**Task to complete:** Your answer must consist of one number: how many lines in the records contain "Nóbrega".

*** Information supplied

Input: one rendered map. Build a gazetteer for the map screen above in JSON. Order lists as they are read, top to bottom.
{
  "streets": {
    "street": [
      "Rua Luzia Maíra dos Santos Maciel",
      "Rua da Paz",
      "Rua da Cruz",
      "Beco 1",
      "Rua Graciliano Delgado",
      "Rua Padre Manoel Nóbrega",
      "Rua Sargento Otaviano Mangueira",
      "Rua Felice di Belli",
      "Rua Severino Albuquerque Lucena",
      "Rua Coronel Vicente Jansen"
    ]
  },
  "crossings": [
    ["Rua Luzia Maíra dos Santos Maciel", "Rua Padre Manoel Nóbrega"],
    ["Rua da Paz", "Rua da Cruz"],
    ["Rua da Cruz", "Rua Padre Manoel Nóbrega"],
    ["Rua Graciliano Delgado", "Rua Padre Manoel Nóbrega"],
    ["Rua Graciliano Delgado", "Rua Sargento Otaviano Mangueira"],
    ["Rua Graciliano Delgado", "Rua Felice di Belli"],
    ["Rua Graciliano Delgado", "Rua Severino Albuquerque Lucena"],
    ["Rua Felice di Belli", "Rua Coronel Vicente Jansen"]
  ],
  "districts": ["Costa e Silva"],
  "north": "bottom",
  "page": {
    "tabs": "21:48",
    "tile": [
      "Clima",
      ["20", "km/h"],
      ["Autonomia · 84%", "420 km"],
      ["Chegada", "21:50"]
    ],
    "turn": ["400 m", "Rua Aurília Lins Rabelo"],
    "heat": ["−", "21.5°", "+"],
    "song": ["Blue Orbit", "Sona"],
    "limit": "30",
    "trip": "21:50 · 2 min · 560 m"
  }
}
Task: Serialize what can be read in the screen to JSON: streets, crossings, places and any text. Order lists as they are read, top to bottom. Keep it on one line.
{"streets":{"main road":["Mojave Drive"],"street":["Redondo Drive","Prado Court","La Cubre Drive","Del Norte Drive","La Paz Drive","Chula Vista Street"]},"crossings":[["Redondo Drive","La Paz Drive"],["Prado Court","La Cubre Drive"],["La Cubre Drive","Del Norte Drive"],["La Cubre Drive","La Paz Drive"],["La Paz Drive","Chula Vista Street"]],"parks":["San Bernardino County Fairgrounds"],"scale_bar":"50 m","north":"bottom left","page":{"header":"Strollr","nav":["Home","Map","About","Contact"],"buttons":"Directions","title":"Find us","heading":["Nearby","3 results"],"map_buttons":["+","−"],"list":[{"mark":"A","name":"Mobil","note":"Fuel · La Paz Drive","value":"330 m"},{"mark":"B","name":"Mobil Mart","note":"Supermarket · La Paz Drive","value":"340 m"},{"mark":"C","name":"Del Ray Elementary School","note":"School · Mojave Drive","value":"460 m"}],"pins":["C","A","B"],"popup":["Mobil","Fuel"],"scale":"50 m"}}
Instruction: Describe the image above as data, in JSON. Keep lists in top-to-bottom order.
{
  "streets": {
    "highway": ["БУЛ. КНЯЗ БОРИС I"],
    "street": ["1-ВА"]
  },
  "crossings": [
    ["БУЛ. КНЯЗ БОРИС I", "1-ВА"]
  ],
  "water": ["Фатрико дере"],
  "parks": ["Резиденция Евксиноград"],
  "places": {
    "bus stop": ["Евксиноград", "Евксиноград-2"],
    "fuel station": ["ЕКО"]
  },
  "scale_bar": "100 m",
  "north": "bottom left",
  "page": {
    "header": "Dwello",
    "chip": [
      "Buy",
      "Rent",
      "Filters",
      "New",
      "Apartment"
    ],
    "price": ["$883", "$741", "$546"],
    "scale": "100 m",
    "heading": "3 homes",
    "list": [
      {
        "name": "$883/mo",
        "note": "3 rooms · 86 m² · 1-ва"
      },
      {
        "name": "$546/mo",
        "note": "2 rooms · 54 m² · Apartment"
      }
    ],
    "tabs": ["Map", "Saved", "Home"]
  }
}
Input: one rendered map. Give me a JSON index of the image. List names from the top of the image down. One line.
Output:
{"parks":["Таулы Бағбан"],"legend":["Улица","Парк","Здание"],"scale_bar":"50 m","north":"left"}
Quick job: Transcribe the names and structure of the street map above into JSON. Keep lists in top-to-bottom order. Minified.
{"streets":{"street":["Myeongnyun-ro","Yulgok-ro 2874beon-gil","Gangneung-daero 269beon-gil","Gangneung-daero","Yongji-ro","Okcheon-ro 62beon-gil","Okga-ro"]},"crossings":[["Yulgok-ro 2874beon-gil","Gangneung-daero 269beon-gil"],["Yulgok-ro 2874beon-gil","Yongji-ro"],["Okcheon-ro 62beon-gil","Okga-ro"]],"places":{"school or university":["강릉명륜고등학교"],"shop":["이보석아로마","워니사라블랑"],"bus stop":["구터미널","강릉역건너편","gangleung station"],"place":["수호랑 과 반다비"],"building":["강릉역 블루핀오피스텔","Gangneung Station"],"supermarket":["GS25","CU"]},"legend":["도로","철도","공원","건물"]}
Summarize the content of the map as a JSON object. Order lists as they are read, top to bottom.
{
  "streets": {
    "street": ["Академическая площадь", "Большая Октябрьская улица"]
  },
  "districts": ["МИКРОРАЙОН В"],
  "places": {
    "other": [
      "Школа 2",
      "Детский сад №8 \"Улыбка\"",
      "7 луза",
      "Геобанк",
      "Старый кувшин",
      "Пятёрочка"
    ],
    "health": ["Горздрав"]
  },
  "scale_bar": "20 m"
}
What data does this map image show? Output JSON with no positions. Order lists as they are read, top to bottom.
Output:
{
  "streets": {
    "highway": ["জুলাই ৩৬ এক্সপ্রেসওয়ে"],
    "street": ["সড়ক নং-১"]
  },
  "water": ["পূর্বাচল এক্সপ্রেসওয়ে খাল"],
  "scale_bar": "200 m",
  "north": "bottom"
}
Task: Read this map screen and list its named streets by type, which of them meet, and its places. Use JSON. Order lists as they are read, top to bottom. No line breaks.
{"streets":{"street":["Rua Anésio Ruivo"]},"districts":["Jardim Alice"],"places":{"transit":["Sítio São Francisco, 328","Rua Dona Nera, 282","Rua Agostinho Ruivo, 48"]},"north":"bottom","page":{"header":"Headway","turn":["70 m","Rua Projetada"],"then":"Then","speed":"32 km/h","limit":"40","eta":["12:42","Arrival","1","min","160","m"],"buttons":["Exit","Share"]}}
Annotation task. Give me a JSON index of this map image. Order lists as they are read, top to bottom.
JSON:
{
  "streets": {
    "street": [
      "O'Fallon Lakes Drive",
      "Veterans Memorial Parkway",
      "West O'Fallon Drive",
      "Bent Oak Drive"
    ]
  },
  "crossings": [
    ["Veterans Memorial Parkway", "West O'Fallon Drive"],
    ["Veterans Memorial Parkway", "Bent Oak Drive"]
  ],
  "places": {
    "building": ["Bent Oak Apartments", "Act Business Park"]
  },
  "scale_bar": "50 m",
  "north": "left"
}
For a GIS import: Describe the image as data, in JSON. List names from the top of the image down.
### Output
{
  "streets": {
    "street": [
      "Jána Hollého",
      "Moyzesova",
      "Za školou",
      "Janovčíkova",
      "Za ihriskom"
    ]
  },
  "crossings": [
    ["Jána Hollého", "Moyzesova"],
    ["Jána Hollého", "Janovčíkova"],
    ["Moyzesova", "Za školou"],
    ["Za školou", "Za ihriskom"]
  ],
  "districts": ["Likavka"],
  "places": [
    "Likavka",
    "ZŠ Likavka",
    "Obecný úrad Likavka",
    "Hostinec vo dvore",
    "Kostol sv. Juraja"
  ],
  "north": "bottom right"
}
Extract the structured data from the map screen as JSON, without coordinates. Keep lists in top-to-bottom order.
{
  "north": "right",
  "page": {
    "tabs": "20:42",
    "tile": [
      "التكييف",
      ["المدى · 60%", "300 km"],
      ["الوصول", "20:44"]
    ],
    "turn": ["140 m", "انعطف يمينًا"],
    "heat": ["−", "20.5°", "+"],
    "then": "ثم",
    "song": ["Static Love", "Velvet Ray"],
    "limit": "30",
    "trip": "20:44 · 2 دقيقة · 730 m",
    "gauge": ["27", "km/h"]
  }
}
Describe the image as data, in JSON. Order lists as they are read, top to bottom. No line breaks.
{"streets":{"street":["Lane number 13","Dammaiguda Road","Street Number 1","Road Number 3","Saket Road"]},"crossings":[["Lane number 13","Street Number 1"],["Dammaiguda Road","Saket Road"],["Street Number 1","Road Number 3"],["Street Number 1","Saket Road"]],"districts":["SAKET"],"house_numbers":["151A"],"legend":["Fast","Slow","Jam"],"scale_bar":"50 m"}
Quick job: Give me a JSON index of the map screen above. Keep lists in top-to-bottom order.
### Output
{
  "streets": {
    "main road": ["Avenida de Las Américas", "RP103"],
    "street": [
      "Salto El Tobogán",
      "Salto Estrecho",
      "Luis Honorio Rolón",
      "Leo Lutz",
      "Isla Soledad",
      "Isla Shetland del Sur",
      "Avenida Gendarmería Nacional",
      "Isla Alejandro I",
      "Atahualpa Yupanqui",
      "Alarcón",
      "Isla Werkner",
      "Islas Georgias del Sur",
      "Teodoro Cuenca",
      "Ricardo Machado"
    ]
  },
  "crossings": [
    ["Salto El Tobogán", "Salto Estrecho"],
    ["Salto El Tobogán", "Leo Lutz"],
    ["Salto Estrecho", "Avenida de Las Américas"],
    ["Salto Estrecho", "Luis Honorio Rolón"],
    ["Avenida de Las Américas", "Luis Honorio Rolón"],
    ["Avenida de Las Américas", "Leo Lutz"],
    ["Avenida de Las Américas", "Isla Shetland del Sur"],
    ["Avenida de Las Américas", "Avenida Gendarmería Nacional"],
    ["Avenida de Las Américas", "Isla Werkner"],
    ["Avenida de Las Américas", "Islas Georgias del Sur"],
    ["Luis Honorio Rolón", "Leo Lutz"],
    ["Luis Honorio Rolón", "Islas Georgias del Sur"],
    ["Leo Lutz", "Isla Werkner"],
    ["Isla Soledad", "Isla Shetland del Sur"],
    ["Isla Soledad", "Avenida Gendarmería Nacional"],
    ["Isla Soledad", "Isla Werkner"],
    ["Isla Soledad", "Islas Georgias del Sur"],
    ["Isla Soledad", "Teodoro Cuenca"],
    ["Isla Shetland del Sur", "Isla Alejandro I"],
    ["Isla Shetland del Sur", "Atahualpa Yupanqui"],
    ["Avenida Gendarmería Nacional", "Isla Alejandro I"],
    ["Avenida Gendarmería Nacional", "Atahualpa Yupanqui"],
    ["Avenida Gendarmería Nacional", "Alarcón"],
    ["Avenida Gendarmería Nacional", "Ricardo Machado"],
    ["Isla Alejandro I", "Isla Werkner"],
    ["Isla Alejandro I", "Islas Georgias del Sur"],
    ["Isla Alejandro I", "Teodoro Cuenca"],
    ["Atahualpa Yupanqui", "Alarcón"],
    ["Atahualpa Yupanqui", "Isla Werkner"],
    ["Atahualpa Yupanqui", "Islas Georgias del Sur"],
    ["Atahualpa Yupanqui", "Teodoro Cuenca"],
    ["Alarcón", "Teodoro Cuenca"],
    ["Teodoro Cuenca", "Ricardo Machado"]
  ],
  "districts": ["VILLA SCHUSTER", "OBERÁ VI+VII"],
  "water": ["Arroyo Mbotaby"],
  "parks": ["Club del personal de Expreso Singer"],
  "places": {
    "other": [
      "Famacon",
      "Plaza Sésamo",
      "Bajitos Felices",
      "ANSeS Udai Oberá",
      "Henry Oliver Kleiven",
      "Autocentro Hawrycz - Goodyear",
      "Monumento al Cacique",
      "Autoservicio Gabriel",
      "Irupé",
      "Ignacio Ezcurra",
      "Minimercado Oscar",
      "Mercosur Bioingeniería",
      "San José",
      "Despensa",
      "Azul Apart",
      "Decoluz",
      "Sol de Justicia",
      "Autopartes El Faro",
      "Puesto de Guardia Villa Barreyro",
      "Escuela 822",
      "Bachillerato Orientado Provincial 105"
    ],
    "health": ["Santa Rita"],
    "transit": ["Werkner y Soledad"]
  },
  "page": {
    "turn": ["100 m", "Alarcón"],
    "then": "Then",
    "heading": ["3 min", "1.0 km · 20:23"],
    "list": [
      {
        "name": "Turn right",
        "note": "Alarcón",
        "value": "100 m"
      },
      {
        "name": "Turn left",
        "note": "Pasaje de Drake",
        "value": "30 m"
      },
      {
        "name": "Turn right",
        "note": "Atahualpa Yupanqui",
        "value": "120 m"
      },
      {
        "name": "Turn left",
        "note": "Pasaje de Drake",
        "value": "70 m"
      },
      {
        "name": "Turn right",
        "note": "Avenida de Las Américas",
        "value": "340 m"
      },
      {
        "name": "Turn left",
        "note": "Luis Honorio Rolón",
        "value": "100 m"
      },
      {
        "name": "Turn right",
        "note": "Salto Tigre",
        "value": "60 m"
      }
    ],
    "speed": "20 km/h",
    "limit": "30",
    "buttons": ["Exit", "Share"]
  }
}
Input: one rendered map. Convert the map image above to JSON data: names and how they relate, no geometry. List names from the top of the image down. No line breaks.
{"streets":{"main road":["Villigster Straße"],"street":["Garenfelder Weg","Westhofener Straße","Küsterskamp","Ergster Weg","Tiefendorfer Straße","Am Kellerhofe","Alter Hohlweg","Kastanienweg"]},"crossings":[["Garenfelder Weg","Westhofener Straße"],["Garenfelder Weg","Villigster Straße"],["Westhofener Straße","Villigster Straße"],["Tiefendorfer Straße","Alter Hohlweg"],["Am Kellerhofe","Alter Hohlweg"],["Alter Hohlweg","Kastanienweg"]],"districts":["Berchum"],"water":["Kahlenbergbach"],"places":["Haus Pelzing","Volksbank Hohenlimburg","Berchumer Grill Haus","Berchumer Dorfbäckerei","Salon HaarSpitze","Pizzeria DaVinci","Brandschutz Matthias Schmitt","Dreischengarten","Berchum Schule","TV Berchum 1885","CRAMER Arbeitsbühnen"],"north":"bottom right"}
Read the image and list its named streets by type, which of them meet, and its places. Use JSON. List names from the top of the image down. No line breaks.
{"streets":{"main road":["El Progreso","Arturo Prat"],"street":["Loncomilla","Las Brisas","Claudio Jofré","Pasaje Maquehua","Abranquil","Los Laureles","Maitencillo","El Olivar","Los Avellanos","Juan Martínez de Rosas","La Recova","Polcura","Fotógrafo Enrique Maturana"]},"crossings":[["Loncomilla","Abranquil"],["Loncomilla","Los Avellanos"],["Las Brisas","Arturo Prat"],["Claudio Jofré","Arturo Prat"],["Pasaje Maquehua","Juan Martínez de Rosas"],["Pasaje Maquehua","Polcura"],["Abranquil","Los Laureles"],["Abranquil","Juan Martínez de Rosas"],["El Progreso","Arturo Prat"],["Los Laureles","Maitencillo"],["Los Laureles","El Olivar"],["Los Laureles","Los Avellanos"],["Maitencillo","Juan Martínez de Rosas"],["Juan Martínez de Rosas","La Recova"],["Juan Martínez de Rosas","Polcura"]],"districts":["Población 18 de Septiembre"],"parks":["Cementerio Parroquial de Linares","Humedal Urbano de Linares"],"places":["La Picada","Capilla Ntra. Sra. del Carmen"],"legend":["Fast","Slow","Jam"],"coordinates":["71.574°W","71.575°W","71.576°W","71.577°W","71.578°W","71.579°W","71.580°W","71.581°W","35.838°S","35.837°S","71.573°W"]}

******

**Written solution:** 4